Source data:
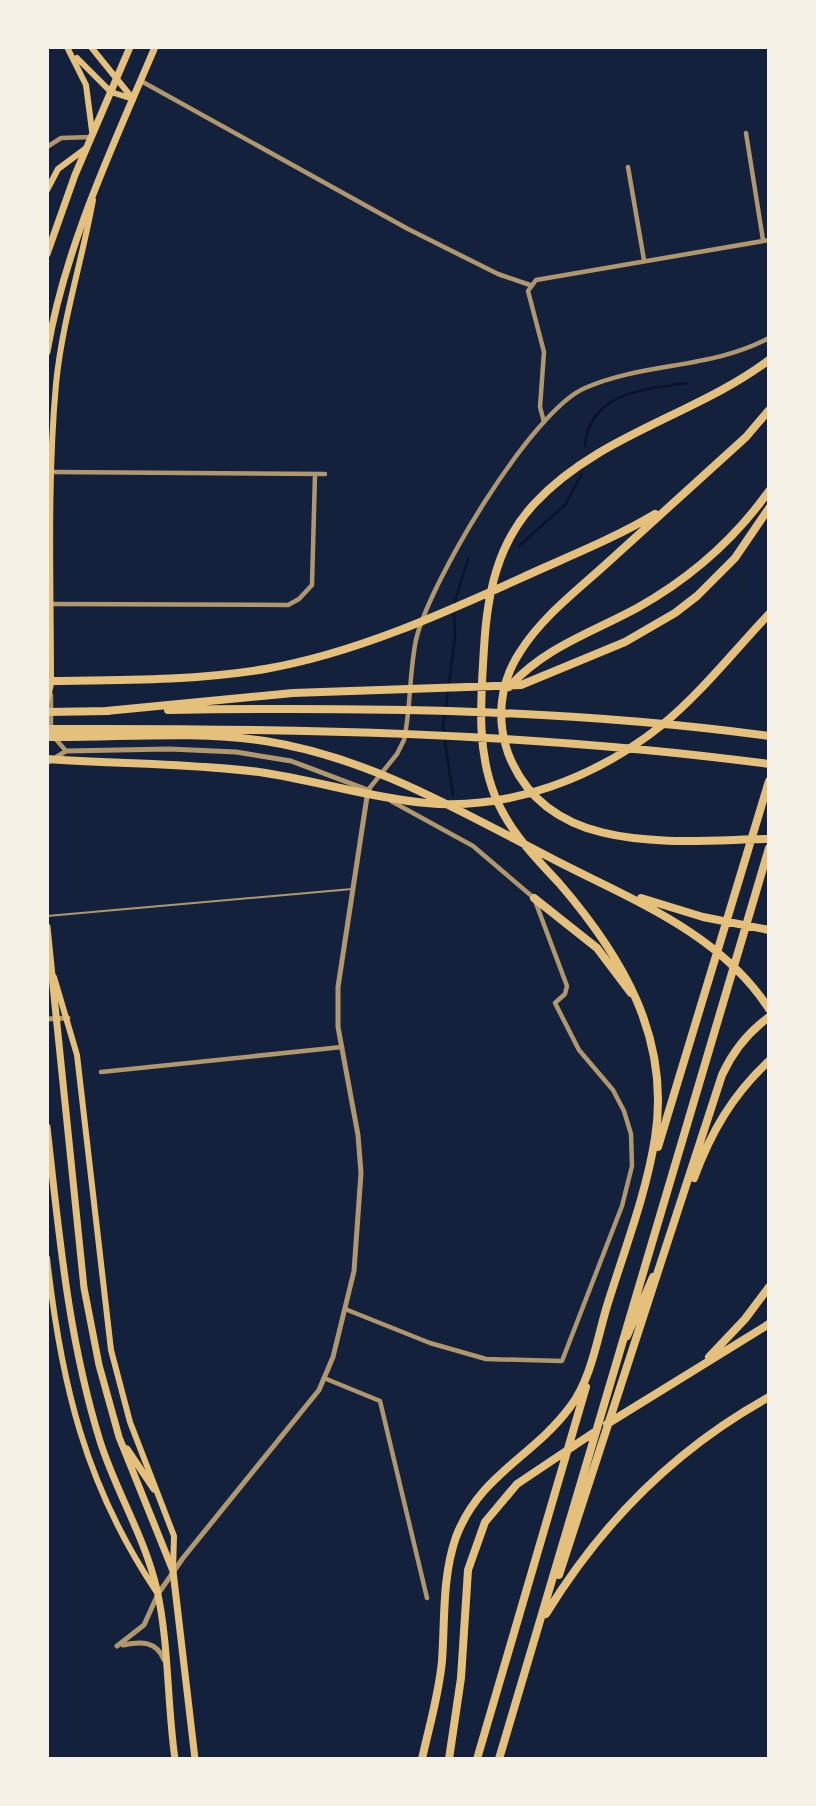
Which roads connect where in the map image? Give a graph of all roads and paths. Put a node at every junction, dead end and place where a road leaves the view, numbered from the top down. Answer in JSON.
{"nodes":[{"id":1,"x":68,"y":47,"type":"edge"},
{"id":2,"x":91,"y":47,"type":"edge"},
{"id":3,"x":130,"y":47,"type":"edge"},
{"id":4,"x":155,"y":47,"type":"edge"},
{"id":5,"x":117,"y":79,"type":"junction"},
{"id":6,"x":141,"y":80,"type":"junction"},
{"id":7,"x":111,"y":92,"type":"junction"},
{"id":8,"x":134,"y":99,"type":"junction"},
{"id":9,"x":746,"y":133,"type":"dead end"},
{"id":10,"x":92,"y":137,"type":"junction"},
{"id":11,"x":47,"y":147,"type":"edge"},
{"id":12,"x":87,"y":148,"type":"junction"},
{"id":13,"x":628,"y":167,"type":"dead end"},
{"id":14,"x":47,"y":190,"type":"edge"},
{"id":15,"x":95,"y":190,"type":"junction"},
{"id":16,"x":766,"y":240,"type":"edge"},
{"id":17,"x":47,"y":254,"type":"edge"},
{"id":18,"x":644,"y":260,"type":"junction"},
{"id":19,"x":530,"y":285,"type":"junction"},
{"id":20,"x":769,"y":338,"type":"edge"},
{"id":21,"x":47,"y":352,"type":"edge"},
{"id":22,"x":769,"y":360,"type":"edge"},
{"id":23,"x":769,"y":410,"type":"edge"},
{"id":24,"x":544,"y":422,"type":"junction"},
{"id":25,"x":52,"y":472,"type":"junction"},
{"id":26,"x":325,"y":474,"type":"dead end"},
{"id":27,"x":315,"y":475,"type":"junction"},
{"id":28,"x":769,"y":491,"type":"edge"},
{"id":29,"x":47,"y":501,"type":"edge"},
{"id":30,"x":673,"y":504,"type":"junction"},
{"id":31,"x":769,"y":508,"type":"edge"},
{"id":32,"x":51,"y":518,"type":"junction"},
{"id":33,"x":51,"y":604,"type":"junction"},
{"id":34,"x":769,"y":614,"type":"edge"},
{"id":35,"x":49,"y":682,"type":"edge"},
{"id":36,"x":503,"y":694,"type":"junction"},
{"id":37,"x":47,"y":701,"type":"edge"},
{"id":38,"x":106,"y":711,"type":"junction"},
{"id":39,"x":47,"y":712,"type":"edge"},
{"id":40,"x":47,"y":729,"type":"edge"},
{"id":41,"x":769,"y":736,"type":"edge"},
{"id":42,"x":47,"y":737,"type":"edge"},
{"id":43,"x":66,"y":751,"type":"junction"},
{"id":44,"x":47,"y":761,"type":"edge"},
{"id":45,"x":769,"y":764,"type":"edge"},
{"id":46,"x":769,"y":781,"type":"edge"},
{"id":47,"x":368,"y":790,"type":"junction"},
{"id":48,"x":769,"y":839,"type":"edge"},
{"id":49,"x":769,"y":848,"type":"edge"},
{"id":50,"x":353,"y":888,"type":"junction"},
{"id":51,"x":615,"y":889,"type":"junction"},
{"id":52,"x":534,"y":898,"type":"junction"},
{"id":53,"x":47,"y":916,"type":"edge"},
{"id":54,"x":47,"y":926,"type":"edge"},
{"id":55,"x":769,"y":930,"type":"edge"},
{"id":56,"x":52,"y":969,"type":"junction"},
{"id":57,"x":769,"y":1009,"type":"edge"},
{"id":58,"x":645,"y":1017,"type":"junction"},
{"id":59,"x":769,"y":1017,"type":"edge"},
{"id":60,"x":57,"y":1018,"type":"junction"},
{"id":61,"x":68,"y":1018,"type":"junction"},
{"id":62,"x":47,"y":1019,"type":"edge"},
{"id":63,"x":342,"y":1048,"type":"junction"},
{"id":64,"x":769,"y":1061,"type":"edge"},
{"id":65,"x":101,"y":1072,"type":"dead end"},
{"id":66,"x":47,"y":1127,"type":"edge"},
{"id":67,"x":47,"y":1258,"type":"edge"},
{"id":68,"x":769,"y":1287,"type":"edge"},
{"id":69,"x":345,"y":1310,"type":"junction"},
{"id":70,"x":769,"y":1324,"type":"edge"},
{"id":71,"x":613,"y":1369,"type":"junction"},
{"id":72,"x":324,"y":1378,"type":"junction"},
{"id":73,"x":676,"y":1382,"type":"junction"},
{"id":74,"x":769,"y":1397,"type":"edge"},
{"id":75,"x":119,"y":1437,"type":"junction"},
{"id":76,"x":155,"y":1489,"type":"junction"},
{"id":77,"x":173,"y":1571,"type":"junction"},
{"id":78,"x":158,"y":1594,"type":"junction"},
{"id":79,"x":427,"y":1598,"type":"dead end"},
{"id":80,"x":545,"y":1614,"type":"junction"},
{"id":81,"x":165,"y":1663,"type":"junction"},
{"id":82,"x":175,"y":1759,"type":"edge"},
{"id":83,"x":195,"y":1759,"type":"edge"},
{"id":84,"x":422,"y":1759,"type":"edge"},
{"id":85,"x":449,"y":1759,"type":"edge"},
{"id":86,"x":477,"y":1759,"type":"edge"},
{"id":87,"x":501,"y":1759,"type":"edge"}],
"edges":[{"from":1,"to":7,"type":"main road"},
{"from":1,"to":10,"type":"main road"},
{"from":2,"to":5,"type":"main road"},
{"from":3,"to":5,"type":"main road"},
{"from":4,"to":6,"type":"main road"},
{"from":5,"to":7,"type":"main road"},
{"from":5,"to":8,"type":"main road"},
{"from":6,"to":8,"type":"main road"},
{"from":6,"to":19,"type":"street"},
{"from":7,"to":8,"type":"main road"},
{"from":7,"to":10,"type":"main road"},
{"from":8,"to":15,"type":"main road"},
{"from":9,"to":16,"type":"street"},
{"from":10,"to":11,"type":"street"},
{"from":10,"to":12,"type":"main road"},
{"from":12,"to":14,"type":"main road"},
{"from":12,"to":17,"type":"main road"},
{"from":13,"to":18,"type":"street"},
{"from":15,"to":21,"type":"main road"},
{"from":15,"to":25,"type":"main road"},
{"from":16,"to":18,"type":"street"},
{"from":18,"to":19,"type":"street"},
{"from":19,"to":24,"type":"street"},
{"from":20,"to":24,"type":"street"},
{"from":22,"to":58,"type":"highway"},
{"from":23,"to":30,"type":"highway"},
{"from":24,"to":47,"type":"street"},
{"from":25,"to":27,"type":"street"},
{"from":25,"to":32,"type":"main road"},
{"from":26,"to":27,"type":"street"},
{"from":27,"to":33,"type":"street"},
{"from":28,"to":36,"type":"highway"},
{"from":29,"to":32,"type":"main road"},
{"from":30,"to":35,"type":"highway"},
{"from":30,"to":36,"type":"highway"},
{"from":31,"to":38,"type":"highway"},
{"from":32,"to":33,"type":"main road"},
{"from":33,"to":35,"type":"main road"},
{"from":34,"to":44,"type":"highway"},
{"from":35,"to":37,"type":"main road"},
{"from":35,"to":43,"type":"street"},
{"from":36,"to":48,"type":"highway"},
{"from":38,"to":39,"type":"highway"},
{"from":38,"to":41,"type":"highway"},
{"from":40,"to":45,"type":"highway"},
{"from":42,"to":51,"type":"highway"},
{"from":43,"to":44,"type":"street"},
{"from":43,"to":47,"type":"street"},
{"from":46,"to":86,"type":"highway"},
{"from":47,"to":50,"type":"street"},
{"from":47,"to":52,"type":"street"},
{"from":49,"to":71,"type":"highway"},
{"from":50,"to":53,"type":"lane"},
{"from":50,"to":63,"type":"street"},
{"from":51,"to":55,"type":"highway"},
{"from":51,"to":57,"type":"highway"},
{"from":52,"to":58,"type":"highway"},
{"from":52,"to":69,"type":"street"},
{"from":54,"to":56,"type":"main road"},
{"from":56,"to":60,"type":"main road"},
{"from":56,"to":61,"type":"main road"},
{"from":58,"to":84,"type":"highway"},
{"from":59,"to":80,"type":"highway"},
{"from":60,"to":61,"type":"street"},
{"from":60,"to":62,"type":"street"},
{"from":60,"to":75,"type":"main road"},
{"from":61,"to":76,"type":"main road"},
{"from":63,"to":65,"type":"street"},
{"from":63,"to":69,"type":"street"},
{"from":64,"to":71,"type":"highway"},
{"from":66,"to":78,"type":"main road"},
{"from":67,"to":78,"type":"main road"},
{"from":68,"to":73,"type":"highway"},
{"from":69,"to":72,"type":"street"},
{"from":70,"to":73,"type":"highway"},
{"from":71,"to":87,"type":"highway"},
{"from":72,"to":77,"type":"street"},
{"from":72,"to":79,"type":"street"},
{"from":73,"to":85,"type":"highway"},
{"from":74,"to":80,"type":"highway"},
{"from":75,"to":76,"type":"main road"},
{"from":75,"to":77,"type":"main road"},
{"from":76,"to":77,"type":"main road"},
{"from":77,"to":78,"type":"street"},
{"from":77,"to":83,"type":"main road"},
{"from":78,"to":81,"type":"main road"},
{"from":78,"to":81,"type":"street"},
{"from":80,"to":87,"type":"highway"},
{"from":81,"to":82,"type":"main road"}]}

* _About this exercise_:
Your answer should be the lines above that contain the word "dead", copied out.

* _Answer for this exercise_:
Which roads connect where in the map image? Give a graph of all roads and paths. Put a node at every junction, dead end and place where a road leaves the view, numbered from the top down. Answer in JSON.
{"id":9,"x":746,"y":133,"type":"dead end"},
{"id":13,"x":628,"y":167,"type":"dead end"},
{"id":26,"x":325,"y":474,"type":"dead end"},
{"id":65,"x":101,"y":1072,"type":"dead end"},
{"id":79,"x":427,"y":1598,"type":"dead end"},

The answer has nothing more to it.